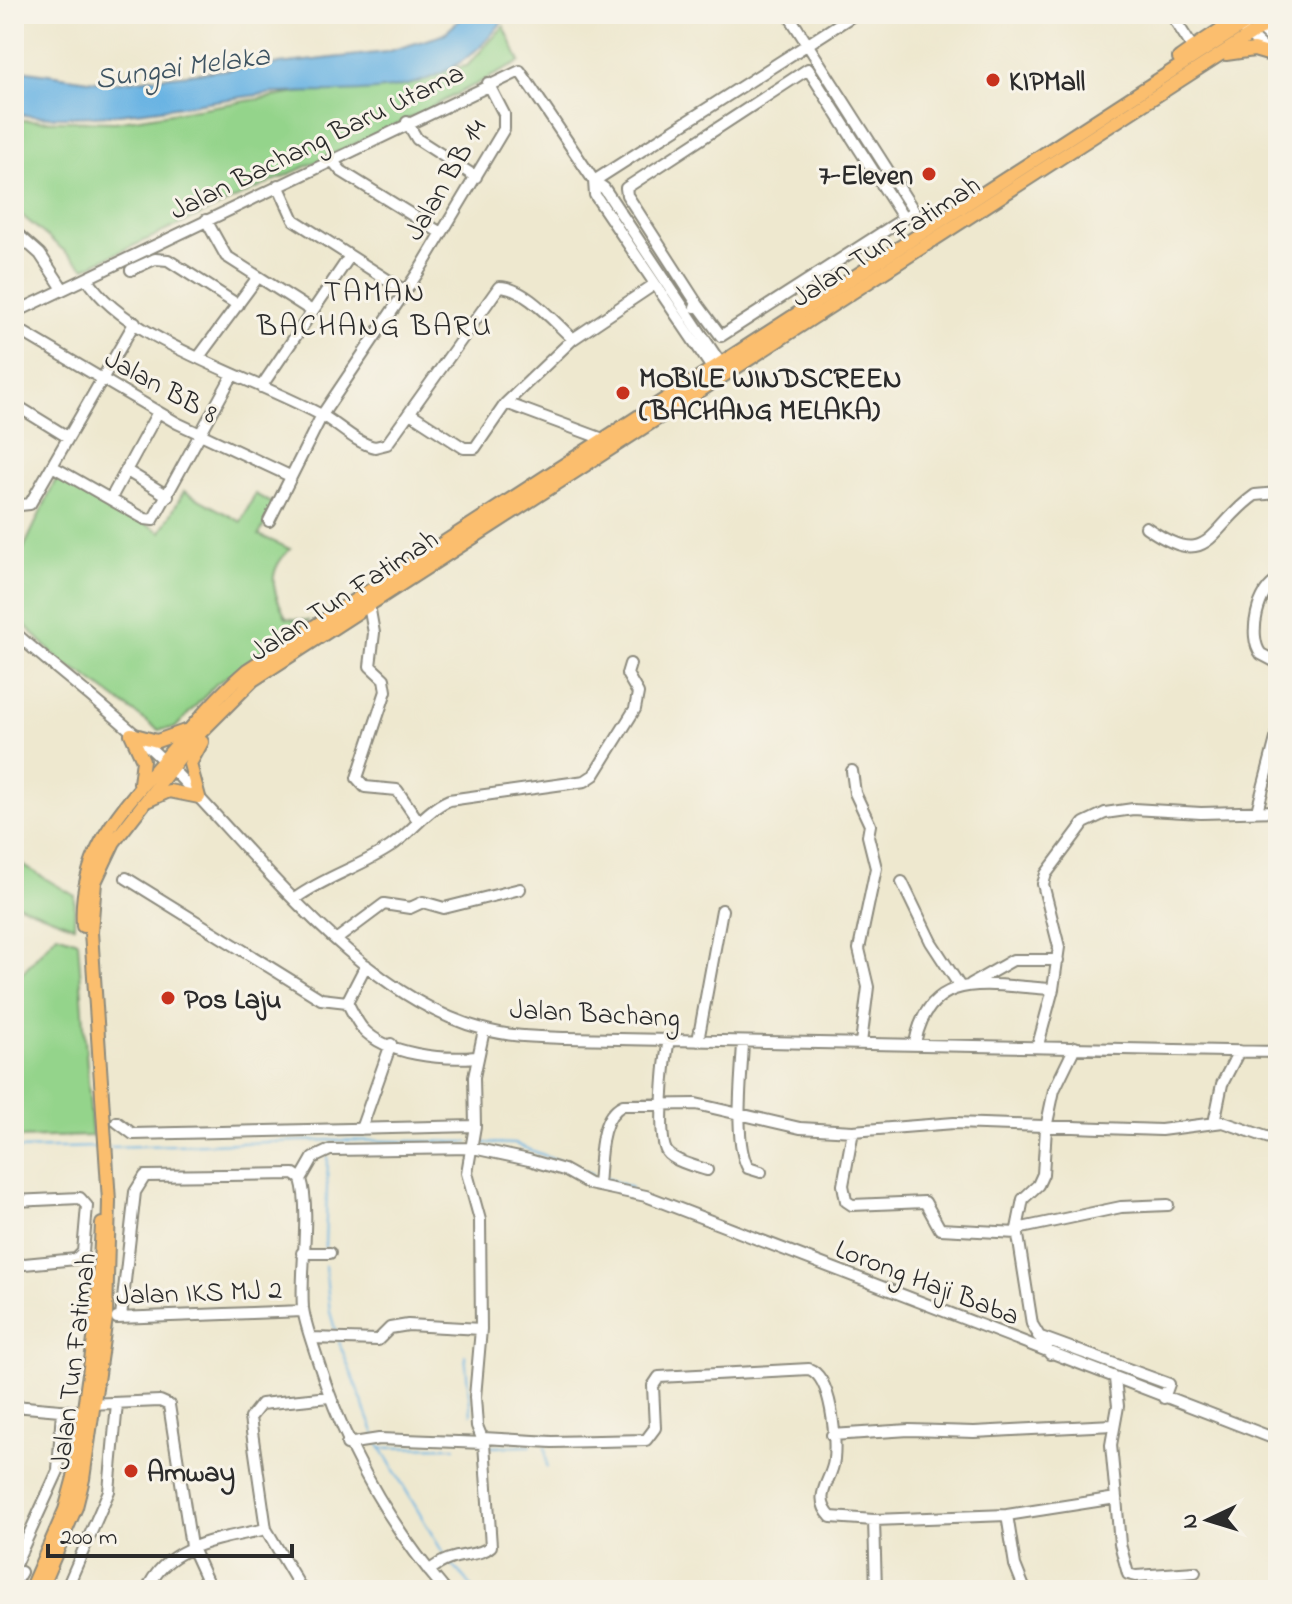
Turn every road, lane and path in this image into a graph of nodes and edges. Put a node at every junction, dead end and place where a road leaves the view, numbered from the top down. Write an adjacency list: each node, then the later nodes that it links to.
1 (788, 14): 6 (street)
2 (855, 14): 6 (street)
3 (1171, 14): 7 (street)
4 (1278, 17): 5 (main road, Jalan Tun Fatimah)
5 (1250, 23): 7 (main road); 8 (street); 9 (main road, Jalan Tun Fatimah); 10 (main road, Jalan Tun Fatimah)
6 (807, 45): 15 (street); 17 (street)
7 (1191, 45): 10 (main road)
8 (1276, 54): 9 (main road)
9 (1208, 61): 38 (main road, Jalan Tun Fatimah)
10 (1171, 70): 19 (main road, Jalan Tun Fatimah)
11 (488, 83): 12 (street, Jalan Bachang Baru Utama); 14 (street, Jalan BB 14); 15 (street, Jalan Bachang Baru Utama)
12 (407, 122): 13 (street, Jalan Bachang Baru Utama); 14 (street)
13 (331, 159): 16 (street, Jalan Bachang Baru Utama); 21 (street)
14 (476, 177): 21 (street, Jalan BB 14)
15 (594, 181): 26 (street); 33 (street)
16 (278, 185): 18 (street, Jalan Bachang Baru Utama); 22 (street)
17 (909, 215): 19 (street); 30 (street); 30 (street)
18 (206, 220): 24 (street); 25 (street, Jalan Bachang Baru Utama)
19 (926, 230): 38 (main road, Jalan Tun Fatimah)
20 (14, 231): 27 (street)
21 (441, 233): 28 (street, Jalan BB 14)
22 (350, 256): 28 (street); 31 (street)
23 (131, 270): 29 (street)
24 (258, 277): 29 (street); 31 (street)
25 (87, 278): 27 (street, Jalan Bachang Baru Utama); 34 (street)
26 (655, 284): 36 (street); 38 (street)
27 (63, 289): 32 (street, Jalan Bachang Baru Utama)
28 (405, 291): 46 (street, Jalan BB 14)
29 (238, 305): 37 (street)
30 (698, 305): 33 (street)
31 (312, 311): 41 (street)
32 (14, 313)
33 (687, 313): 38 (street)
34 (135, 322): 37 (street); 40 (street)
35 (14, 327): 40 (street, Jalan BB 8)
36 (573, 339): 42 (street); 45 (street)
37 (198, 358): 39 (street)
38 (720, 371): 49 (main road, Jalan Tun Fatimah); 60 (main road, Jalan Tun Fatimah)
39 (232, 376): 41 (street); 47 (street)
40 (100, 379): 44 (street, Jalan BB 8); 48 (street)
41 (261, 387): 46 (street)
42 (506, 403): 45 (street); 49 (street)
43 (14, 404): 48 (street)
44 (158, 412): 47 (street, Jalan BB 8); 51 (street)
45 (410, 413): 46 (street)
46 (322, 415): 52 (street, Jalan BB 14)
47 (200, 435): 52 (street, Jalan BB 8); 54 (street)
48 (66, 436): 50 (street)
49 (603, 439): 65 (main road, Jalan Tun Fatimah)
50 (52, 466): 55 (street); 56 (street)
51 (127, 471): 54 (street); 55 (street)
52 (290, 476): 57 (street, Jalan BB 14)
53 (1278, 493): 58 (street)
54 (168, 496): 55 (street)
55 (111, 498)
56 (14, 500)
57 (269, 521)
58 (1146, 527)
59 (1278, 581): 62 (street)
60 (369, 605): 64 (main road, Jalan Tun Fatimah); 75 (street)
61 (14, 632): 67 (street, Jalan Bachang)
62 (1278, 663)
63 (630, 664): 75 (street)
64 (219, 711): 68 (main road, Jalan Tun Fatimah); 70 (main road)
65 (194, 723): 67 (main road); 68 (main road, Jalan Tun Fatimah)
66 (1278, 731): 73 (street)
67 (131, 734): 68 (street, Jalan Bachang); 71 (main road)
68 (167, 764): 70 (street, Jalan Bachang); 71 (main road, Jalan Tun Fatimah); 72 (main road, Jalan Tun Fatimah)
69 (852, 771): 91 (street)
70 (199, 797): 72 (main road); 79 (street, Jalan Bachang)
71 (127, 802): 107 (main road, Jalan Tun Fatimah)
72 (142, 807): 107 (main road, Jalan Tun Fatimah)
73 (1257, 811): 74 (street); 82 (street)
74 (1278, 811)
75 (419, 822): 79 (street)
76 (126, 878): 86 (street)
77 (902, 882): 84 (street)
78 (520, 889): 81 (street)
79 (296, 898): 81 (street, Jalan Bachang)
80 (722, 910): 89 (street)
81 (337, 939): 83 (street, Jalan Bachang)
82 (1058, 960): 84 (street); 85 (street)
83 (366, 965): 86 (street); 87 (street, Jalan Bachang)
84 (965, 984): 85 (street); 92 (street)
85 (1053, 989): 94 (street)
86 (347, 1002): 93 (street)
87 (484, 1030): 88 (street, Jalan Bachang); 98 (street)
88 (669, 1040): 89 (street, Jalan Bachang); 99 (street)
89 (698, 1041): 90 (street, Jalan Bachang)
90 (743, 1042): 91 (street, Jalan Bachang); 100 (street)
91 (861, 1043): 92 (street, Jalan Bachang)
92 (915, 1043): 94 (street, Jalan Bachang)
93 (391, 1044): 98 (street); 105 (street)
94 (1038, 1045): 95 (street, Jalan Bachang)
95 (1075, 1047): 96 (street, Jalan Bachang); 104 (street)
96 (1239, 1051): 97 (street, Jalan Bachang); 102 (street)
97 (1278, 1052)
98 (476, 1057): 103 (street)
99 (664, 1104): 100 (street); 110 (street); 113 (street)
100 (741, 1116): 106 (street); 111 (street)
101 (117, 1122): 105 (street)
102 (1214, 1123): 104 (street); 108 (street)
103 (475, 1126): 105 (street); 109 (street)
104 (1046, 1128): 106 (street); 116 (street)
105 (361, 1129)
106 (853, 1131): 116 (street)
107 (102, 1136): 122 (main road, Jalan Tun Fatimah)
108 (1278, 1141)
109 (473, 1148): 112 (street); 113 (street, Lorong Haji Baba); 123 (street)
110 (707, 1170)
111 (761, 1172)
112 (298, 1177): 117 (street); 121 (street)
113 (598, 1179): 126 (street, Lorong Haji Baba)
114 (14, 1201): 119 (street)
115 (1168, 1205): 116 (street)
116 (1017, 1231): 124 (street)
117 (302, 1253): 118 (street); 120 (street)
118 (330, 1253)
119 (14, 1265)
120 (303, 1311): 121 (street, Jalan IKS MJ 2); 125 (street)
121 (121, 1317): 122 (street, Jalan IKS MJ 2)
122 (102, 1319): 132 (main road, Jalan Tun Fatimah)
123 (481, 1329): 125 (street); 136 (street)
124 (1038, 1337): 126 (street); 128 (street)
125 (311, 1338): 129 (street)
126 (1048, 1352): 127 (street, Lorong Haji Baba)
127 (1115, 1379): 128 (street, Lorong Haji Baba); 134 (street)
128 (1165, 1394): 137 (street)
129 (329, 1397): 138 (street); 142 (street)
130 (117, 1403): 132 (street); 143 (street); 149 (street)
131 (14, 1406): 133 (street)
132 (87, 1407): 133 (street); 148 (main road, Jalan Tun Fatimah)
133 (62, 1410): 144 (street)
134 (1113, 1425): 135 (street); 139 (street)
135 (832, 1435): 136 (street); 141 (street)
136 (483, 1440): 138 (street); 145 (street)
137 (1278, 1440)
138 (347, 1444): 145 (street)
139 (1116, 1498): 140 (street); 146 (street)
140 (1007, 1515): 141 (street); 155 (street)
141 (874, 1520): 154 (street)
142 (266, 1529): 143 (street); 152 (street)
143 (191, 1546): 150 (street); 151 (street)
144 (17, 1568): 147 (street); 148 (street)
145 (429, 1571): 153 (street)
146 (1195, 1572)
147 (14, 1584)
148 (36, 1588)
149 (66, 1590)
150 (147, 1590)
151 (211, 1590)
152 (302, 1590)
153 (445, 1590)
154 (876, 1590)
155 (1025, 1590)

--------

* **Your instructions**
I'd like the material above repeated exactly, with the pictures omitted.

* **Response below**
Turn every road, lane and path in this image into a graph of nodes and edges. Put a node at every junction, dead end and place where a road leaves the view, numbered from the top down. Write an adjacency list: each node, then the later nodes that it links to.
1 (788, 14): 6 (street)
2 (855, 14): 6 (street)
3 (1171, 14): 7 (street)
4 (1278, 17): 5 (main road, Jalan Tun Fatimah)
5 (1250, 23): 7 (main road); 8 (street); 9 (main road, Jalan Tun Fatimah); 10 (main road, Jalan Tun Fatimah)
6 (807, 45): 15 (street); 17 (street)
7 (1191, 45): 10 (main road)
8 (1276, 54): 9 (main road)
9 (1208, 61): 38 (main road, Jalan Tun Fatimah)
10 (1171, 70): 19 (main road, Jalan Tun Fatimah)
11 (488, 83): 12 (street, Jalan Bachang Baru Utama); 14 (street, Jalan BB 14); 15 (street, Jalan Bachang Baru Utama)
12 (407, 122): 13 (street, Jalan Bachang Baru Utama); 14 (street)
13 (331, 159): 16 (street, Jalan Bachang Baru Utama); 21 (street)
14 (476, 177): 21 (street, Jalan BB 14)
15 (594, 181): 26 (street); 33 (street)
16 (278, 185): 18 (street, Jalan Bachang Baru Utama); 22 (street)
17 (909, 215): 19 (street); 30 (street); 30 (street)
18 (206, 220): 24 (street); 25 (street, Jalan Bachang Baru Utama)
19 (926, 230): 38 (main road, Jalan Tun Fatimah)
20 (14, 231): 27 (street)
21 (441, 233): 28 (street, Jalan BB 14)
22 (350, 256): 28 (street); 31 (street)
23 (131, 270): 29 (street)
24 (258, 277): 29 (street); 31 (street)
25 (87, 278): 27 (street, Jalan Bachang Baru Utama); 34 (street)
26 (655, 284): 36 (street); 38 (street)
27 (63, 289): 32 (street, Jalan Bachang Baru Utama)
28 (405, 291): 46 (street, Jalan BB 14)
29 (238, 305): 37 (street)
30 (698, 305): 33 (street)
31 (312, 311): 41 (street)
32 (14, 313)
33 (687, 313): 38 (street)
34 (135, 322): 37 (street); 40 (street)
35 (14, 327): 40 (street, Jalan BB 8)
36 (573, 339): 42 (street); 45 (street)
37 (198, 358): 39 (street)
38 (720, 371): 49 (main road, Jalan Tun Fatimah); 60 (main road, Jalan Tun Fatimah)
39 (232, 376): 41 (street); 47 (street)
40 (100, 379): 44 (street, Jalan BB 8); 48 (street)
41 (261, 387): 46 (street)
42 (506, 403): 45 (street); 49 (street)
43 (14, 404): 48 (street)
44 (158, 412): 47 (street, Jalan BB 8); 51 (street)
45 (410, 413): 46 (street)
46 (322, 415): 52 (street, Jalan BB 14)
47 (200, 435): 52 (street, Jalan BB 8); 54 (street)
48 (66, 436): 50 (street)
49 (603, 439): 65 (main road, Jalan Tun Fatimah)
50 (52, 466): 55 (street); 56 (street)
51 (127, 471): 54 (street); 55 (street)
52 (290, 476): 57 (street, Jalan BB 14)
53 (1278, 493): 58 (street)
54 (168, 496): 55 (street)
55 (111, 498)
56 (14, 500)
57 (269, 521)
58 (1146, 527)
59 (1278, 581): 62 (street)
60 (369, 605): 64 (main road, Jalan Tun Fatimah); 75 (street)
61 (14, 632): 67 (street, Jalan Bachang)
62 (1278, 663)
63 (630, 664): 75 (street)
64 (219, 711): 68 (main road, Jalan Tun Fatimah); 70 (main road)
65 (194, 723): 67 (main road); 68 (main road, Jalan Tun Fatimah)
66 (1278, 731): 73 (street)
67 (131, 734): 68 (street, Jalan Bachang); 71 (main road)
68 (167, 764): 70 (street, Jalan Bachang); 71 (main road, Jalan Tun Fatimah); 72 (main road, Jalan Tun Fatimah)
69 (852, 771): 91 (street)
70 (199, 797): 72 (main road); 79 (street, Jalan Bachang)
71 (127, 802): 107 (main road, Jalan Tun Fatimah)
72 (142, 807): 107 (main road, Jalan Tun Fatimah)
73 (1257, 811): 74 (street); 82 (street)
74 (1278, 811)
75 (419, 822): 79 (street)
76 (126, 878): 86 (street)
77 (902, 882): 84 (street)
78 (520, 889): 81 (street)
79 (296, 898): 81 (street, Jalan Bachang)
80 (722, 910): 89 (street)
81 (337, 939): 83 (street, Jalan Bachang)
82 (1058, 960): 84 (street); 85 (street)
83 (366, 965): 86 (street); 87 (street, Jalan Bachang)
84 (965, 984): 85 (street); 92 (street)
85 (1053, 989): 94 (street)
86 (347, 1002): 93 (street)
87 (484, 1030): 88 (street, Jalan Bachang); 98 (street)
88 (669, 1040): 89 (street, Jalan Bachang); 99 (street)
89 (698, 1041): 90 (street, Jalan Bachang)
90 (743, 1042): 91 (street, Jalan Bachang); 100 (street)
91 (861, 1043): 92 (street, Jalan Bachang)
92 (915, 1043): 94 (street, Jalan Bachang)
93 (391, 1044): 98 (street); 105 (street)
94 (1038, 1045): 95 (street, Jalan Bachang)
95 (1075, 1047): 96 (street, Jalan Bachang); 104 (street)
96 (1239, 1051): 97 (street, Jalan Bachang); 102 (street)
97 (1278, 1052)
98 (476, 1057): 103 (street)
99 (664, 1104): 100 (street); 110 (street); 113 (street)
100 (741, 1116): 106 (street); 111 (street)
101 (117, 1122): 105 (street)
102 (1214, 1123): 104 (street); 108 (street)
103 (475, 1126): 105 (street); 109 (street)
104 (1046, 1128): 106 (street); 116 (street)
105 (361, 1129)
106 (853, 1131): 116 (street)
107 (102, 1136): 122 (main road, Jalan Tun Fatimah)
108 (1278, 1141)
109 (473, 1148): 112 (street); 113 (street, Lorong Haji Baba); 123 (street)
110 (707, 1170)
111 (761, 1172)
112 (298, 1177): 117 (street); 121 (street)
113 (598, 1179): 126 (street, Lorong Haji Baba)
114 (14, 1201): 119 (street)
115 (1168, 1205): 116 (street)
116 (1017, 1231): 124 (street)
117 (302, 1253): 118 (street); 120 (street)
118 (330, 1253)
119 (14, 1265)
120 (303, 1311): 121 (street, Jalan IKS MJ 2); 125 (street)
121 (121, 1317): 122 (street, Jalan IKS MJ 2)
122 (102, 1319): 132 (main road, Jalan Tun Fatimah)
123 (481, 1329): 125 (street); 136 (street)
124 (1038, 1337): 126 (street); 128 (street)
125 (311, 1338): 129 (street)
126 (1048, 1352): 127 (street, Lorong Haji Baba)
127 (1115, 1379): 128 (street, Lorong Haji Baba); 134 (street)
128 (1165, 1394): 137 (street)
129 (329, 1397): 138 (street); 142 (street)
130 (117, 1403): 132 (street); 143 (street); 149 (street)
131 (14, 1406): 133 (street)
132 (87, 1407): 133 (street); 148 (main road, Jalan Tun Fatimah)
133 (62, 1410): 144 (street)
134 (1113, 1425): 135 (street); 139 (street)
135 (832, 1435): 136 (street); 141 (street)
136 (483, 1440): 138 (street); 145 (street)
137 (1278, 1440)
138 (347, 1444): 145 (street)
139 (1116, 1498): 140 (street); 146 (street)
140 (1007, 1515): 141 (street); 155 (street)
141 (874, 1520): 154 (street)
142 (266, 1529): 143 (street); 152 (street)
143 (191, 1546): 150 (street); 151 (street)
144 (17, 1568): 147 (street); 148 (street)
145 (429, 1571): 153 (street)
146 (1195, 1572)
147 (14, 1584)
148 (36, 1588)
149 (66, 1590)
150 (147, 1590)
151 (211, 1590)
152 (302, 1590)
153 (445, 1590)
154 (876, 1590)
155 (1025, 1590)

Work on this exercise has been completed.